Monday, July 13, 2026

The Worried Mother Job

Throughout around 40 novels spanning from 1971 to 2015, Bill Pronzini entertained mystery fans with his Nameless Detective series chronicling a San Francisco PI who is never given a name. He has a name (like Dashiell Hammet’s Continental Op), but it’s just never mentioned throughout the series. You can get away with that with first-person narration.

Over the years, Pronzini also wrote many short stories and novellas starring Nameless. A particularly great one was “The Worried Mother Job,” originally published in a 1996 short story collection called Spadework and then again in the July 1998 edition of Ellery Queen Mystery Magazine.
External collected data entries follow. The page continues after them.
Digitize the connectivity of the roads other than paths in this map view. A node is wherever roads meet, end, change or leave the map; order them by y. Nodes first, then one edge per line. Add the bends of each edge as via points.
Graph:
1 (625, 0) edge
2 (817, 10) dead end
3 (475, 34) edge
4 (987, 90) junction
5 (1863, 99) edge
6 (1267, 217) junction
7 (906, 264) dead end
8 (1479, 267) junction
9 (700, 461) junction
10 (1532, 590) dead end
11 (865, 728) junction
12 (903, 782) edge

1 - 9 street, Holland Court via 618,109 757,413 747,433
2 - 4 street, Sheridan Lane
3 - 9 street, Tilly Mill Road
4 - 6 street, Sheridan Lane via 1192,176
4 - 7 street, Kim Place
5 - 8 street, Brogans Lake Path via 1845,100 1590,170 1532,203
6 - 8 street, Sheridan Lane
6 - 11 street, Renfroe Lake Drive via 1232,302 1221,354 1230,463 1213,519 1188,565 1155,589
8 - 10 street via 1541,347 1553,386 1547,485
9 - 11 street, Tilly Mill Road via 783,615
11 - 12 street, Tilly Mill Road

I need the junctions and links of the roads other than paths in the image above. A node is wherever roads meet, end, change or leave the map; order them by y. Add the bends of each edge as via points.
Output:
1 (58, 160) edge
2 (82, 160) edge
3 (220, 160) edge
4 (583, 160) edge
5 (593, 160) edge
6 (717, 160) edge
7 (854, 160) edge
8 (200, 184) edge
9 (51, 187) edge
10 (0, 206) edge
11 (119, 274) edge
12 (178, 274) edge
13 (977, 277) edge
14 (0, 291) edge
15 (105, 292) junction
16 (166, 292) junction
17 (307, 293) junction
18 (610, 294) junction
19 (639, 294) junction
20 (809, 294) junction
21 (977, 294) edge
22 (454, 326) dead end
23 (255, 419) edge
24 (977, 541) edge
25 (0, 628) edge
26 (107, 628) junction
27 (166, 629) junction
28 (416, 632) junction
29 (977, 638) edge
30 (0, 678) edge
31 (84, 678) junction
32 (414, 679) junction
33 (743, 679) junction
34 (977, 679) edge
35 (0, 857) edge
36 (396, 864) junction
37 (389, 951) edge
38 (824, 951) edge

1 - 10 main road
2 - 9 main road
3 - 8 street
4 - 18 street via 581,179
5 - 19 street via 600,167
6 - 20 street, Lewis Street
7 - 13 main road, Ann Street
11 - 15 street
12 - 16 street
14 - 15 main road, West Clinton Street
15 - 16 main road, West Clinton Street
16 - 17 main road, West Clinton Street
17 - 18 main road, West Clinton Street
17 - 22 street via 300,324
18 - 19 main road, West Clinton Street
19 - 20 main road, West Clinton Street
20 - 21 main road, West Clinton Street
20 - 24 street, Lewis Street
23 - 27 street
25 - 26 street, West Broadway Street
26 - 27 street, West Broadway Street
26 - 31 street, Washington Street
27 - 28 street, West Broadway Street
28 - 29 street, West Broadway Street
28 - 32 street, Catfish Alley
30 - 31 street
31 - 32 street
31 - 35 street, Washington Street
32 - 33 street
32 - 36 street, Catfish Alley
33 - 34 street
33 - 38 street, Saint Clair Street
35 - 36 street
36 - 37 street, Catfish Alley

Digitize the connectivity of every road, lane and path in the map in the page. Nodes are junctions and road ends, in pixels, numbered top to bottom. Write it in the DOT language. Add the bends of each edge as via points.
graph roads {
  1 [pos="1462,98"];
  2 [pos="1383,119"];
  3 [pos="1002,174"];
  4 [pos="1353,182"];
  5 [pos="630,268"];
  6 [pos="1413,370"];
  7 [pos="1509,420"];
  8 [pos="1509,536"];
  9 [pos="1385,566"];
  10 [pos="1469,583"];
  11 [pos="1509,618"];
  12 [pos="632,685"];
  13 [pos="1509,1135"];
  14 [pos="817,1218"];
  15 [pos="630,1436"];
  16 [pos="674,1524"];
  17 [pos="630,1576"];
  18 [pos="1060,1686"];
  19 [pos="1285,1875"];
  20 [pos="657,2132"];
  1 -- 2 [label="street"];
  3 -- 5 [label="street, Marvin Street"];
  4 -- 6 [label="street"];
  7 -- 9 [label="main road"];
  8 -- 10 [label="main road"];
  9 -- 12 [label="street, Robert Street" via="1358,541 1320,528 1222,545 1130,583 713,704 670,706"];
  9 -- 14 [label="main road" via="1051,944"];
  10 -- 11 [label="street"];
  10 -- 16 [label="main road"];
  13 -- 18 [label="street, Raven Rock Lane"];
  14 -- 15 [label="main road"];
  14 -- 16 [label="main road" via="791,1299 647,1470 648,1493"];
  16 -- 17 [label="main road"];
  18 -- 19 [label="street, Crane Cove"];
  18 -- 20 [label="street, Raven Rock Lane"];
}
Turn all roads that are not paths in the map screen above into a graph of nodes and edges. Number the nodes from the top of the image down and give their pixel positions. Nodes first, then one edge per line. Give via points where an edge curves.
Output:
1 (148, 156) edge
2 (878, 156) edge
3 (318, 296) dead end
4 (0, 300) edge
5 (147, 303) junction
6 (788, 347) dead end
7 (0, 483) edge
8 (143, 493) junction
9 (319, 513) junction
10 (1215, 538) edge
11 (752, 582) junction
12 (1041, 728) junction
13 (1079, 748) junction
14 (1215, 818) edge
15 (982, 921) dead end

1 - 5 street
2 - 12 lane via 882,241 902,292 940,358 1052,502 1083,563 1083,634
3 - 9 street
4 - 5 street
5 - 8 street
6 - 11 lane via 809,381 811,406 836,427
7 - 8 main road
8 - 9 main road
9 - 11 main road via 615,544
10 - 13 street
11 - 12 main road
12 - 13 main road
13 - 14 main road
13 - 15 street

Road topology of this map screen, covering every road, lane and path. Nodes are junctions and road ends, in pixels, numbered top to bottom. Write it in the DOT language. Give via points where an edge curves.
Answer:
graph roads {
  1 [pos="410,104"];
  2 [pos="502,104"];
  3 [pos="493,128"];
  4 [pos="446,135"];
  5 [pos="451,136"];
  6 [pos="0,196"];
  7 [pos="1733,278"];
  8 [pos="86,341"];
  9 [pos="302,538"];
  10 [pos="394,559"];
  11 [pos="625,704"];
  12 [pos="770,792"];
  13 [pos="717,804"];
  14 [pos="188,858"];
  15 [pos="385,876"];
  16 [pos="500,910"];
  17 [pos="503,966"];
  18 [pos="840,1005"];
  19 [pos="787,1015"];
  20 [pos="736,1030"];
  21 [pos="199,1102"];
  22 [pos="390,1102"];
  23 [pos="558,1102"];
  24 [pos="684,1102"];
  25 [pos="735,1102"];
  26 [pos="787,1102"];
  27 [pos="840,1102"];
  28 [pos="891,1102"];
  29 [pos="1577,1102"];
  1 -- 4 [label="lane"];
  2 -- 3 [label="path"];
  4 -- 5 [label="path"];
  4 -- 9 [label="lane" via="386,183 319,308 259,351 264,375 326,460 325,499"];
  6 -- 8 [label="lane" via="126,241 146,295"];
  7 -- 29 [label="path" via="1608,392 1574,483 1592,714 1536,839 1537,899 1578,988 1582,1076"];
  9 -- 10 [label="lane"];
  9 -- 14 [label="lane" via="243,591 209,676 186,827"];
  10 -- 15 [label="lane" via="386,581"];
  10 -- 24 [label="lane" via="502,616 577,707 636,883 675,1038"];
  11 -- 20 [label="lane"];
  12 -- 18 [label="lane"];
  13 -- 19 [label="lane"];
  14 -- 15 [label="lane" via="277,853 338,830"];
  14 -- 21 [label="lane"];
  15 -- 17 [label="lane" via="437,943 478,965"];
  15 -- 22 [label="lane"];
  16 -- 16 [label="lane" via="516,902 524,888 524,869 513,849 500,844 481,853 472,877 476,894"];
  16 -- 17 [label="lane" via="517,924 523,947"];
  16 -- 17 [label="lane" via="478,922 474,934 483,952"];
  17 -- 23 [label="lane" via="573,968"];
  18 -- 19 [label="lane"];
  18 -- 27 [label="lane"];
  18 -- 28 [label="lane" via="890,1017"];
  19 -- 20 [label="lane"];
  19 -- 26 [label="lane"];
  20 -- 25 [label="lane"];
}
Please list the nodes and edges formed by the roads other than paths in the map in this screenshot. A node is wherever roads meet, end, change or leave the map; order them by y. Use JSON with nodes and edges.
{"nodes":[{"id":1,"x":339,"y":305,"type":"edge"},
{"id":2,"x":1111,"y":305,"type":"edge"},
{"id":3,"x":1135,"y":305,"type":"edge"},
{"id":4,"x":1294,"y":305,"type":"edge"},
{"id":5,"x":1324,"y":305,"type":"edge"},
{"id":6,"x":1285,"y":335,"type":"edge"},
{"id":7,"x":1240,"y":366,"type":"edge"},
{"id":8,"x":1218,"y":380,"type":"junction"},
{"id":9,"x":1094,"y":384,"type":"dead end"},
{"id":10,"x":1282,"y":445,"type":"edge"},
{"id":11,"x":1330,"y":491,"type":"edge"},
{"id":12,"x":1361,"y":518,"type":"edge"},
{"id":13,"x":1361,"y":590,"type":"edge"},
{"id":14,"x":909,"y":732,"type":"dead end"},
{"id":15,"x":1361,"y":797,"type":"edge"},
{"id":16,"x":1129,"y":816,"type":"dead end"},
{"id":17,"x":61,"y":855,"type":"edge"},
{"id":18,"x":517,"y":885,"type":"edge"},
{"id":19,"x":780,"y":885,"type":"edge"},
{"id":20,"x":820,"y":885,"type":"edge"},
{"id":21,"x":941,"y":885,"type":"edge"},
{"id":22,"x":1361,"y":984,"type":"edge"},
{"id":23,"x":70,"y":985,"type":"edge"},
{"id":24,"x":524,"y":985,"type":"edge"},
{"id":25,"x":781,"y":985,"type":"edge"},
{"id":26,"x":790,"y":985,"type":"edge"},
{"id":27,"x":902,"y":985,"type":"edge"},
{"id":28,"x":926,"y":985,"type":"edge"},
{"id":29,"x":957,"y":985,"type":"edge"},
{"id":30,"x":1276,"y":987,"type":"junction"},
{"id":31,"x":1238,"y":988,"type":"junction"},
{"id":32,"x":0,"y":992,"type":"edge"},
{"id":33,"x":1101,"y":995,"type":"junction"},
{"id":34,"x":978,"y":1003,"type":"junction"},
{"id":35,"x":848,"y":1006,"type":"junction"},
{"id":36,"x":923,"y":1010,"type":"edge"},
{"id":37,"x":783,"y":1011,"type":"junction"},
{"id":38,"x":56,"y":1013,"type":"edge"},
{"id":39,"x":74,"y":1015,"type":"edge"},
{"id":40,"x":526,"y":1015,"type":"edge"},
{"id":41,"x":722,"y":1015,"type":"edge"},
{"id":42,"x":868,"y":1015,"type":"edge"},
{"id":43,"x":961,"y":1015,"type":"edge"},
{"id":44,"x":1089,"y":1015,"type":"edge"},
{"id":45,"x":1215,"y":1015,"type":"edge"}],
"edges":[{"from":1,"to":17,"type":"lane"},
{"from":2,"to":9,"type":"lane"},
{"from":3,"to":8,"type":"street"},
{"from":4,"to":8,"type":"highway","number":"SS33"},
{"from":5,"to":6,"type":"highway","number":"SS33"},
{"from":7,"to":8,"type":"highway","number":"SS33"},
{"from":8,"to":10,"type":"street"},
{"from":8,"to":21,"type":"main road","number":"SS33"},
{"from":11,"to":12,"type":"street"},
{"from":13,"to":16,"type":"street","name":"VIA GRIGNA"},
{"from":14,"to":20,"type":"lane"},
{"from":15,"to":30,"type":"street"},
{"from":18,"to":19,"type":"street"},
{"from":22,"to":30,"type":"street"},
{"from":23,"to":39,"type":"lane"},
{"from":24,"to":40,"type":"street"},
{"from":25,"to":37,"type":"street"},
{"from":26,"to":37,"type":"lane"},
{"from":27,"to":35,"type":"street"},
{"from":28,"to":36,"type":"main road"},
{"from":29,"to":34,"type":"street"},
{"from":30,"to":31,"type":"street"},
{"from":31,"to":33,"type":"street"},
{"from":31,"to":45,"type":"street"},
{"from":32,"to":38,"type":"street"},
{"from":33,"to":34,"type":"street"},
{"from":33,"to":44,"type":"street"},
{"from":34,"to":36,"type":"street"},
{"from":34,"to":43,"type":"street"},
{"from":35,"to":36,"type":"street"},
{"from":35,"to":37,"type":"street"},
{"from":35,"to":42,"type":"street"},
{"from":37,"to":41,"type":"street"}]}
The story begins with a worried mother coming into the private eye’s office because she’s concerned about her son. Nameless explains that he usually hates this kind of job because mothers are, by the very nature, hysterical and overprotective. Her son Brian is a grown man, but he has become withdrawn lately and chronically unemployed. She guilt-trips Nameless into taking the gig.

When Nameless visits the young man, he is shocked to meet the buxom and abusive Blonde living with the nice young guy. It’s clear that Brian is being manipulated by this foul-mouthed tart in some fashion, but Brian was unwilling to share candidly what was happening.

Like a dog with a bone, Nameless continues his search for truth, interviewing both friends and underworld characters. The structure of the story will be familiar to people who read a lot of private eye fiction, where our hero conducts a series of interviews that lead closer and closer to the truth.

The great thing about the story is the shocking twist ending when we find out what is actually happening to Brian. I sure didn’t see it coming, and I read a lot of these books and stories. It’s a fantastic twist. No spoilers here.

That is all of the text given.